• _Task prompt_
Whenever the word "Madaris" shows up in a line of the data, copy that line.

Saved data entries
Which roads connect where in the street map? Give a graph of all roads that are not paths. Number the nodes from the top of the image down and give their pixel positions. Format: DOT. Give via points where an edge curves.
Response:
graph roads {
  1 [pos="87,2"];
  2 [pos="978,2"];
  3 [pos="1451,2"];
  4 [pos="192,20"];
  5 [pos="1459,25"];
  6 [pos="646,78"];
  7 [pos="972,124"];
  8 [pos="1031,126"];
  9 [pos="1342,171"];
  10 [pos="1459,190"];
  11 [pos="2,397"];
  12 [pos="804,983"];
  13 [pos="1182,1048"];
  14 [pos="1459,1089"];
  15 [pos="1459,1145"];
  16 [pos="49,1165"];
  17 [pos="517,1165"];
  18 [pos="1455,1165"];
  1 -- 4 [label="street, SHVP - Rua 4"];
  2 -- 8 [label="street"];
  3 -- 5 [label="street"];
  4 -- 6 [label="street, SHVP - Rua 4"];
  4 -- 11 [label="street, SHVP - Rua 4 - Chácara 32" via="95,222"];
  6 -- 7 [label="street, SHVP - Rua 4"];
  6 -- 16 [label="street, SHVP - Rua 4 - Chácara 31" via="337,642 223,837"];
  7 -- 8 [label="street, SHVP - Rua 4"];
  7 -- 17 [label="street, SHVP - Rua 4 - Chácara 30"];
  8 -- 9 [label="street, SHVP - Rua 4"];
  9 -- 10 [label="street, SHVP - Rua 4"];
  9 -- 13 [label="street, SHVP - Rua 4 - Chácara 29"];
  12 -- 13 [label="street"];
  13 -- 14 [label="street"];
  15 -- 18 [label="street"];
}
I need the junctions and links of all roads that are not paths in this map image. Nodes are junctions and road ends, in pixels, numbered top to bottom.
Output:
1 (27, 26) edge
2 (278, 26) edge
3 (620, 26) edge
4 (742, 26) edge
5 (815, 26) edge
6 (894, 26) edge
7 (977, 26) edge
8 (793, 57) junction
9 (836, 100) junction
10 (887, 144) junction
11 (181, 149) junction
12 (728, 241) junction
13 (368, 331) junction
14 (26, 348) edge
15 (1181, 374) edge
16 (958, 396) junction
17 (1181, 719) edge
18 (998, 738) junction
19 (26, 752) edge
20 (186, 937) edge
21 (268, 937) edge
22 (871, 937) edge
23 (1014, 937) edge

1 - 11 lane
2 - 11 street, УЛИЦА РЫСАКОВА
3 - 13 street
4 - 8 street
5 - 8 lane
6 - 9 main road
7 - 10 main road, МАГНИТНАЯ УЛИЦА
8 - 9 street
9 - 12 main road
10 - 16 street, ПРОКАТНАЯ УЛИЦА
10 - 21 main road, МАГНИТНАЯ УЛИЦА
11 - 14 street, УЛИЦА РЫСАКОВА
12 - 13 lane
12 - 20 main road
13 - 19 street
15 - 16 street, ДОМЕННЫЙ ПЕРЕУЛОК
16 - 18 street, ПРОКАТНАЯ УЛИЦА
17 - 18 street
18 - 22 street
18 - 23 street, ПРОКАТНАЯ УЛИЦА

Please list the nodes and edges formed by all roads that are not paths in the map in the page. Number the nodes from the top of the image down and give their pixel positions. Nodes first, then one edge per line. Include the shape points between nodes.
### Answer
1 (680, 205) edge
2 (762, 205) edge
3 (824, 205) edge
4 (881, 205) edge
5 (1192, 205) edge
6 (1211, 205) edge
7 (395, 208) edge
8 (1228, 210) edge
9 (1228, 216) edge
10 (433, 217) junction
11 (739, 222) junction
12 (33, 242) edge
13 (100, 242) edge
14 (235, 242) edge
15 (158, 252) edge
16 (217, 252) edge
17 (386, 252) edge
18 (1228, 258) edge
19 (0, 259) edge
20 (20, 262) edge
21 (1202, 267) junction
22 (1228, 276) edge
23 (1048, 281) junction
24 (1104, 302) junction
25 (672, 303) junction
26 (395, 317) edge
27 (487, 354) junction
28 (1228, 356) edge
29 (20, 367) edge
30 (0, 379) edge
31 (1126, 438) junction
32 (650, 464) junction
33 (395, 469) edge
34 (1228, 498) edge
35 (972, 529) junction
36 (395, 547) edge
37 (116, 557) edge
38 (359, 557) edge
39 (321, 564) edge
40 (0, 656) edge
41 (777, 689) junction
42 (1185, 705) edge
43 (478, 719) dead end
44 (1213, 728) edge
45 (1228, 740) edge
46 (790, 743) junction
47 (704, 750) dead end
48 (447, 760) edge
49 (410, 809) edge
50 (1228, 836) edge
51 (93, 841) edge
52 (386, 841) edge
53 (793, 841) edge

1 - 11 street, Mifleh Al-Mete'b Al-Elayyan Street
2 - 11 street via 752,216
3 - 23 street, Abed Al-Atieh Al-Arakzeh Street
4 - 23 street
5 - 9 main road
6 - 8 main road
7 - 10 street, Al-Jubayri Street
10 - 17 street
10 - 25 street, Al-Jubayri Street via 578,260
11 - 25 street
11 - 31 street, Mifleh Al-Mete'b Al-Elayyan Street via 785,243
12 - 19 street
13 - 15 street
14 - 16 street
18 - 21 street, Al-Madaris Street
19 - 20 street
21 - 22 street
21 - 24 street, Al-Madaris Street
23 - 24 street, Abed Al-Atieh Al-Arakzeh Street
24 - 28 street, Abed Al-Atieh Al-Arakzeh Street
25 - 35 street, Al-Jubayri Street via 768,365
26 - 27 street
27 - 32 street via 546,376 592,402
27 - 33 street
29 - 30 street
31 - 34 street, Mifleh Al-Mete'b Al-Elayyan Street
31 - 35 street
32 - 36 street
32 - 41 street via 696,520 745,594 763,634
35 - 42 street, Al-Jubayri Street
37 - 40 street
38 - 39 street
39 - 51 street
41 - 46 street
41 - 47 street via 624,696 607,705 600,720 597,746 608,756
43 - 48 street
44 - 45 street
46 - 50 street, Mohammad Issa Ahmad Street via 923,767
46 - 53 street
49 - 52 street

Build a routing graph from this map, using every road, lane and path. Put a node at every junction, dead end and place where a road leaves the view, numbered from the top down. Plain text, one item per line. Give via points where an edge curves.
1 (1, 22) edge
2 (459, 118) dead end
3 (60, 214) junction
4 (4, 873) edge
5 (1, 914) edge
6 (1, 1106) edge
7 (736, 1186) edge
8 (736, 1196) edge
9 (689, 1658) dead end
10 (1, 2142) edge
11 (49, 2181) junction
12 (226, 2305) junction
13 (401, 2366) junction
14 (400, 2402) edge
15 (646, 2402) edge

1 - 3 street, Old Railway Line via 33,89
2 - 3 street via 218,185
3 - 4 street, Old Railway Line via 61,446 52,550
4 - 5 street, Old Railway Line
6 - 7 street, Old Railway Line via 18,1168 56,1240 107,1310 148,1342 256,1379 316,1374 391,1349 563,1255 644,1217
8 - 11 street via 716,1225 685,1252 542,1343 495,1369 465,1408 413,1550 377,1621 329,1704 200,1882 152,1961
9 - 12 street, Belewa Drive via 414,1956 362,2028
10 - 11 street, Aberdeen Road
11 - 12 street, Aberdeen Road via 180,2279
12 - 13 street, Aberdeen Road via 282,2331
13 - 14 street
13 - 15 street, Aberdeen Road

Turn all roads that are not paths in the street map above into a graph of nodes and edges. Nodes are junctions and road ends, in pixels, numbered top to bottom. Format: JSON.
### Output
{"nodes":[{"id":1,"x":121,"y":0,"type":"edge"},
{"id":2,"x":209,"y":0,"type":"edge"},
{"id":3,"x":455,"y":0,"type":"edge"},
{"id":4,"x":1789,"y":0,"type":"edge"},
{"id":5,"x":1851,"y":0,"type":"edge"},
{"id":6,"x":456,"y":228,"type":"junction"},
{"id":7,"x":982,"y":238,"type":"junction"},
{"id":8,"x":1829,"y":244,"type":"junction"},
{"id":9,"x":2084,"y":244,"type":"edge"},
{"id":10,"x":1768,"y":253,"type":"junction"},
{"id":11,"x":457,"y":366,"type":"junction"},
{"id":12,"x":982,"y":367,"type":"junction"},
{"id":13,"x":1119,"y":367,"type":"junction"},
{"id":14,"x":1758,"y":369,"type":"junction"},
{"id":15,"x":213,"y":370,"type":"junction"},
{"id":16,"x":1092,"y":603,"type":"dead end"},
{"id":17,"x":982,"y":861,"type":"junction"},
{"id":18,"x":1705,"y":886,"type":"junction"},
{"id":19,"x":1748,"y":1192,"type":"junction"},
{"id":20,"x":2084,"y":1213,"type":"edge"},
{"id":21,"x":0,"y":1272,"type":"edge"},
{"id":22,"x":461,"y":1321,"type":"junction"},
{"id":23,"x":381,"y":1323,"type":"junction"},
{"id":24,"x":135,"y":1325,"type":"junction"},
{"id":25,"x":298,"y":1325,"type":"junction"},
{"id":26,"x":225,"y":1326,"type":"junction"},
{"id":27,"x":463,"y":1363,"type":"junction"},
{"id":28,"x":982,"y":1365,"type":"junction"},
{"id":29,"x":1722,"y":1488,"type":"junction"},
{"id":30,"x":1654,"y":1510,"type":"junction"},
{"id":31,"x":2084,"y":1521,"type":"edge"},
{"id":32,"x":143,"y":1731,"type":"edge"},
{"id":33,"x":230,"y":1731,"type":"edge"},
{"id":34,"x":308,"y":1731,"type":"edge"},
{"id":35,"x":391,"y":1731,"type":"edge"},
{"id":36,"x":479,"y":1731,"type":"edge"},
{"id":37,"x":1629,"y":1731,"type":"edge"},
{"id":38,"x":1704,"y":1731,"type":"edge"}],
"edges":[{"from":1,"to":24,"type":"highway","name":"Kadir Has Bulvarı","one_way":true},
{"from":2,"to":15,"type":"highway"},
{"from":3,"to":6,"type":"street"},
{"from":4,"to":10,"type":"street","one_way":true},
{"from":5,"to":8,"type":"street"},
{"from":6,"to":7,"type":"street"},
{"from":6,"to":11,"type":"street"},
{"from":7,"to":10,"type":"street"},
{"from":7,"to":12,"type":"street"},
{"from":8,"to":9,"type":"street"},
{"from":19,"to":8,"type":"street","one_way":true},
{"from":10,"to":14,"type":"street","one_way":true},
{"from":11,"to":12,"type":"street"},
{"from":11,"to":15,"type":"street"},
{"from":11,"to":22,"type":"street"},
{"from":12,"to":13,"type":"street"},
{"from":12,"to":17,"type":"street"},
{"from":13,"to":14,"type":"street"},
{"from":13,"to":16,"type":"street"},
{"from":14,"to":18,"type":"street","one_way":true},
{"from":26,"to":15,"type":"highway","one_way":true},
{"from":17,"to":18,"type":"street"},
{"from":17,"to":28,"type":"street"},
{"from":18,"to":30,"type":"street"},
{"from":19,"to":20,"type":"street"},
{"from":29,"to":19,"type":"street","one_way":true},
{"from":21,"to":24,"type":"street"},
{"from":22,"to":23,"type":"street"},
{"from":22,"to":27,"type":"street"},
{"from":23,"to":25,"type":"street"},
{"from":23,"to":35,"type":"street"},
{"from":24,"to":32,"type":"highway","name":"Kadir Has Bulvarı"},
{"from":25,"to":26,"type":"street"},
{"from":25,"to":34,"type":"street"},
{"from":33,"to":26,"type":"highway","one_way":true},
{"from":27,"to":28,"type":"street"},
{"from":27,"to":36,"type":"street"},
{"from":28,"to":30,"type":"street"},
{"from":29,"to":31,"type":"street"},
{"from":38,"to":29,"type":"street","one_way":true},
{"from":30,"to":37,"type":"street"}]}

• _Reply_
18 - 21 street, Al-Madaris Street
21 - 24 street, Al-Madaris Street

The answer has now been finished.